勿論、ここは夫婦の寝室のままだから、君はここで寝ててもいいし、自分の部屋で寝てもいい。別に別居したいって訳じゃないんだよ。」
夫の睡眠のことを考えたら、その申し出を断ることはできなかった。
寝室を別にした当初は、週末の土曜や夫の帰りが早い時は寝室で一緒に寝る時もあった。
だからといって、その時、必ず夜の生活があるわけでもない。それよりも朝、浅い眠りの中、無意識につく夫のため息の方が気になって、段々、元寝室で一緒に寝ることは無くなっていった。

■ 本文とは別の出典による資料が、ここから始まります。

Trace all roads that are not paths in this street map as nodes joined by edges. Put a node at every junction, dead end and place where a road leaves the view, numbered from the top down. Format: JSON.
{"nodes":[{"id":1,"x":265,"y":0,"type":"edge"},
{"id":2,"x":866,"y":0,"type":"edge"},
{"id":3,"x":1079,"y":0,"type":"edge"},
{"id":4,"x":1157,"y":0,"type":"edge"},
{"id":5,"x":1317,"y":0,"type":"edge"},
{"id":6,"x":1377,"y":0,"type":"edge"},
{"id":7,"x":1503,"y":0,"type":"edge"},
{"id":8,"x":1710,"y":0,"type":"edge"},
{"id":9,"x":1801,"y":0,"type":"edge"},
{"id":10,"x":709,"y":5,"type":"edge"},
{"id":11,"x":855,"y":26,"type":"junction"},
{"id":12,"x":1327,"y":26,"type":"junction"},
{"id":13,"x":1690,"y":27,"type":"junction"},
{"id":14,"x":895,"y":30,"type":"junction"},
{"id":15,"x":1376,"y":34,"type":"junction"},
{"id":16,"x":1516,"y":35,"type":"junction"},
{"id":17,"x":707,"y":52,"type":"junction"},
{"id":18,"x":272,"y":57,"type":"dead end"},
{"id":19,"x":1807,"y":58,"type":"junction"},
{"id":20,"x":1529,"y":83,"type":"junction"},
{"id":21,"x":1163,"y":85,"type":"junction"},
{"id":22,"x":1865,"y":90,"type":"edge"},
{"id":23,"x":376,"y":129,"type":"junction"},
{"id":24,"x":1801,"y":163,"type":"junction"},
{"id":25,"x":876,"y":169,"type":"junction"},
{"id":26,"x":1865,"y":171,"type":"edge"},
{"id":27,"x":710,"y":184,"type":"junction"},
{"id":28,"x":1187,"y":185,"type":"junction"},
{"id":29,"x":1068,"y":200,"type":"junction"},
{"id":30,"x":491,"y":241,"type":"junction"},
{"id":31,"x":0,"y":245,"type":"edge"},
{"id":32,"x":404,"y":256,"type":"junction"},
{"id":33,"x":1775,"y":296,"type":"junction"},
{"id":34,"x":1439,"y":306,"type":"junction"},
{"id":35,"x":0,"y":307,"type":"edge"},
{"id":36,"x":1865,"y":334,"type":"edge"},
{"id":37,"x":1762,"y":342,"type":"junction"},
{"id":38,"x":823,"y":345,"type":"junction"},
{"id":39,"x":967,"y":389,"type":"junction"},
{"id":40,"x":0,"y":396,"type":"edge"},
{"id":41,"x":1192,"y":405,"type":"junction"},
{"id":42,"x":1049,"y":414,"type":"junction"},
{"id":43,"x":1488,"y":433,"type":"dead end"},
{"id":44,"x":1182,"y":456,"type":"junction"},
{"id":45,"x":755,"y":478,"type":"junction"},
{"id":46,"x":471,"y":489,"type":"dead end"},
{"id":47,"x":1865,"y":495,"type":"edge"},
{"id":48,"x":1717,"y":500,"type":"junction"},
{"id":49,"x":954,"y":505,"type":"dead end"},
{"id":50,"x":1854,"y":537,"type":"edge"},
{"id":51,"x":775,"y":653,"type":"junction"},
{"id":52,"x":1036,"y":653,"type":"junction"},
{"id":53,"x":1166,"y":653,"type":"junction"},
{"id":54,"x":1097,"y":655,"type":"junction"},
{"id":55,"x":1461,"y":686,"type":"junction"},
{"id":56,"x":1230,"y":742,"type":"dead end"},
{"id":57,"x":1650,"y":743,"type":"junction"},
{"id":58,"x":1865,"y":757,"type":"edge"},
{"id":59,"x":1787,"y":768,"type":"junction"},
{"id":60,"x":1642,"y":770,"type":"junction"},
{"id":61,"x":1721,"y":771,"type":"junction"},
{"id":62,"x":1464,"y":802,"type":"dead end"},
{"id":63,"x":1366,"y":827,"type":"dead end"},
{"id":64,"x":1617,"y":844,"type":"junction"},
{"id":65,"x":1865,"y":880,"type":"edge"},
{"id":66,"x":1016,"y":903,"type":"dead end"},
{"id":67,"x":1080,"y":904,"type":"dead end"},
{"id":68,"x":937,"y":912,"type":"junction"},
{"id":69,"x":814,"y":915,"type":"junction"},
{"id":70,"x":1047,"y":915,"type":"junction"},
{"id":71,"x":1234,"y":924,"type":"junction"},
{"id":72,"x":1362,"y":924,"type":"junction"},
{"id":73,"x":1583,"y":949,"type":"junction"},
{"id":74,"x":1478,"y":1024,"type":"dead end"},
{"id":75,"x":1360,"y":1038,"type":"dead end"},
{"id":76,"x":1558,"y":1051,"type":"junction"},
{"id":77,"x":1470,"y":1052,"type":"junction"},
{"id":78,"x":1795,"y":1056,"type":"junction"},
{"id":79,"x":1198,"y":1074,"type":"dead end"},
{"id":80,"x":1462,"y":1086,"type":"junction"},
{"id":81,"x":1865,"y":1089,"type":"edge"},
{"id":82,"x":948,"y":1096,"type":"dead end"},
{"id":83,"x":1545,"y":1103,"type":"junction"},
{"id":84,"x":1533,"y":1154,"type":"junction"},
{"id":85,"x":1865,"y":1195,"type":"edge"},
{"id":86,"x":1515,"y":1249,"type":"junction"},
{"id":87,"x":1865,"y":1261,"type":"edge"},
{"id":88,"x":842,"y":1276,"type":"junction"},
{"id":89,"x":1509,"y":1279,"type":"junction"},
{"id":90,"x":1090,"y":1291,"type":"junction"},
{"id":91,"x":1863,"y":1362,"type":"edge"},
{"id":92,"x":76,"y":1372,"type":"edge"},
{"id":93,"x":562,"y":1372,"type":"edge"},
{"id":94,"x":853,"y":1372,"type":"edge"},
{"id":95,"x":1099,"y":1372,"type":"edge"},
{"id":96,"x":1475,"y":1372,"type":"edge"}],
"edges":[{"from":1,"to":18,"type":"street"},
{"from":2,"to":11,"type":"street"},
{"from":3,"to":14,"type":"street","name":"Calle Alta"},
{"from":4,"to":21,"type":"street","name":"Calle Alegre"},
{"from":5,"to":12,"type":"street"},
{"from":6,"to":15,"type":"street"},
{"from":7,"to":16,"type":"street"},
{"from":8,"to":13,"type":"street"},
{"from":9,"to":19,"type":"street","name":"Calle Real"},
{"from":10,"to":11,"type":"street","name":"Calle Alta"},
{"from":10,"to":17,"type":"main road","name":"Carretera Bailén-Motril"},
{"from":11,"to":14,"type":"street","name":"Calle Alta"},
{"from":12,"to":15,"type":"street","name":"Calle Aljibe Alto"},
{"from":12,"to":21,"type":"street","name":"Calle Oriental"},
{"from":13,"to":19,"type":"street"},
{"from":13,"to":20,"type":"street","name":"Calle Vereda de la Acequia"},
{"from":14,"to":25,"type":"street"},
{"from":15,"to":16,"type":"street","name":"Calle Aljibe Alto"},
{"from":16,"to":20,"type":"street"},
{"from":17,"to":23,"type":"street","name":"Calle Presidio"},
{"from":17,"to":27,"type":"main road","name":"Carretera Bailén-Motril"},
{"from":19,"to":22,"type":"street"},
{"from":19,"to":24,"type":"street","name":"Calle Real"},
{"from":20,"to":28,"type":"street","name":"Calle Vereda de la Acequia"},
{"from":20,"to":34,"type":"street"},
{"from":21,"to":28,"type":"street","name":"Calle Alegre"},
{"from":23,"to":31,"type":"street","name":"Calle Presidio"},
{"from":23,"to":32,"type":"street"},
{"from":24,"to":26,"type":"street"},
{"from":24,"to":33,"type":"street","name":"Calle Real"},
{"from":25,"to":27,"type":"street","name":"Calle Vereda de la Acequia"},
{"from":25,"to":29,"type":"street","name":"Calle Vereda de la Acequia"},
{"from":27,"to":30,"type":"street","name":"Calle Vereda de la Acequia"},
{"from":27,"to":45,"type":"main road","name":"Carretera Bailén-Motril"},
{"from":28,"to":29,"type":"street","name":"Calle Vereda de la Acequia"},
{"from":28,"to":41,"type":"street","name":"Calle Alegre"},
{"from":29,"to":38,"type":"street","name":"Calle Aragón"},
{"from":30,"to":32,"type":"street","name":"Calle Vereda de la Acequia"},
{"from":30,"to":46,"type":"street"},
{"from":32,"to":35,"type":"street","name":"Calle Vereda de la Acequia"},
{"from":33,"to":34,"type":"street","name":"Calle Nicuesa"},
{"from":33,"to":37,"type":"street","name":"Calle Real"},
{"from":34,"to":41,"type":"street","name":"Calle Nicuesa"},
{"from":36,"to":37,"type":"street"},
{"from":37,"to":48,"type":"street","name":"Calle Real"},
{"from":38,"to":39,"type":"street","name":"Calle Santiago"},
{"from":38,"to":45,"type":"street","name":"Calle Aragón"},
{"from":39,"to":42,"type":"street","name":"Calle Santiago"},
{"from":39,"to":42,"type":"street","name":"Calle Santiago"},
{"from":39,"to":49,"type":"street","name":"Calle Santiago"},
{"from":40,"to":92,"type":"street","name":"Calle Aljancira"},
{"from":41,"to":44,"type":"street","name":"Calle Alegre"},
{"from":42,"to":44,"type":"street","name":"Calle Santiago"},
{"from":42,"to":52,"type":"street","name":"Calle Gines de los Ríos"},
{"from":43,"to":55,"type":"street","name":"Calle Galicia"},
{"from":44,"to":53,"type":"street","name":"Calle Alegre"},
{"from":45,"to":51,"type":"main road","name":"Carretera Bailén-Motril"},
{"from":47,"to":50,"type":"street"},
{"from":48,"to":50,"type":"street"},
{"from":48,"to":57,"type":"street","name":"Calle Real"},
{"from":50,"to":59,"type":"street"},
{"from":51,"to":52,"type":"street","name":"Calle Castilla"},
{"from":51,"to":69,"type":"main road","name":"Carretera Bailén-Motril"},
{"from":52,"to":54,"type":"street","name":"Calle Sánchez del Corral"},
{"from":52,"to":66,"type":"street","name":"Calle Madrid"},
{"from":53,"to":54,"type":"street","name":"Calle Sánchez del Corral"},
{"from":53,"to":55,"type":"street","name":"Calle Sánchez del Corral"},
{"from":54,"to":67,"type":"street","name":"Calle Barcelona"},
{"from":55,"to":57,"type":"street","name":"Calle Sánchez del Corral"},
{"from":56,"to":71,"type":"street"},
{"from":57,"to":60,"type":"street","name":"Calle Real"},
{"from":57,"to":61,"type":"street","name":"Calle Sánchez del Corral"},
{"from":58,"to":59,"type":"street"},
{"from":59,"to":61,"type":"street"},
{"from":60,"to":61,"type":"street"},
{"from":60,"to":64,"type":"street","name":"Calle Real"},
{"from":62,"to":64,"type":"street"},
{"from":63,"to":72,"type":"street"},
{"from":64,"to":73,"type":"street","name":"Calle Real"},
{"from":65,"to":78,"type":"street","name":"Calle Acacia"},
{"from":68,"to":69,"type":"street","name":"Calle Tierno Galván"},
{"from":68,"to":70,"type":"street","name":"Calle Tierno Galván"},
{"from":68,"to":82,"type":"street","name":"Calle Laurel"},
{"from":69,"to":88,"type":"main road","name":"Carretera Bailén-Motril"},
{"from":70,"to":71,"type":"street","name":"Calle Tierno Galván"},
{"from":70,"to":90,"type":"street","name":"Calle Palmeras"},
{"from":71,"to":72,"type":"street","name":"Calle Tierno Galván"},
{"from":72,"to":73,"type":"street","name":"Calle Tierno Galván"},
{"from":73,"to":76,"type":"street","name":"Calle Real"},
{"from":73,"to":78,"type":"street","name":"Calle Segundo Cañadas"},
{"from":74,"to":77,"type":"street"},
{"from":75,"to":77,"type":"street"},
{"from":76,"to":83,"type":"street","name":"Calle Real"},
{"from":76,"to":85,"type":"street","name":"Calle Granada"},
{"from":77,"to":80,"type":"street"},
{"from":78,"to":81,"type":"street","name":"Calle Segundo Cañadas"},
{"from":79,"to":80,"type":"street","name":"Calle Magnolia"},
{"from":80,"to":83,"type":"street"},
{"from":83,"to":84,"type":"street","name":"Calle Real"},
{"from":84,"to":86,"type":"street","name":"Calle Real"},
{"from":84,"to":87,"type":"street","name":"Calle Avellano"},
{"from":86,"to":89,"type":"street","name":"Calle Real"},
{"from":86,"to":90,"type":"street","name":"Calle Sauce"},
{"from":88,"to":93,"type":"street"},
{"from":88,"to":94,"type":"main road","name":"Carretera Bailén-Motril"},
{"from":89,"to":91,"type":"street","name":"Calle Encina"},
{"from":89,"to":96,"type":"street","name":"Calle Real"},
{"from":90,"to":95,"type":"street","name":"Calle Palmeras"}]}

一年、二年、いや、ほぼ三年に近いくらい夜の生活はない。
それと共に、ちょっとした会話すら減っていったのだ。
一緒にいるのに会話しないのは辛い、会話がないと、週末せっかく一緒にいても話題が見つからない。居たたまれなくなるから、週末も自室にいたり、家事が忙しいふりをして、益々会話が減っていった。
今は、「いってくるね。」「ああ、いってらっしゃい。」
後は食事の挨拶と食事に纏わる話題と、週末の「おやすみなさい。」
週末の「おやすみなさい」はどちらかが自室で用事があれば、そのまま無いときもある。
そして、元寝室は夫の部屋、私の部屋と、完全に家庭内別居になったのだ。
⊥の世界と一緒ね。
ふと思い自嘲する。
いいえ、↓の世界の方が優遇されている。
だって、⊥の家には、私の家はあっても、私の部屋はない。
↓の世界にはリビング以外に私の部屋があるのだから。
決定的に家庭内別居となったのは3年前、でも、徐々に、段々と会話が減り、夜の生活が減った原因はなんだったのだろう。
やはり、あの事が原因なのだろうか。
本当のところは、夫に聞いたことがないから、たぶん一生わからないのだけど、
私なりに、たぶんあの事が原因なのだろうと思っている。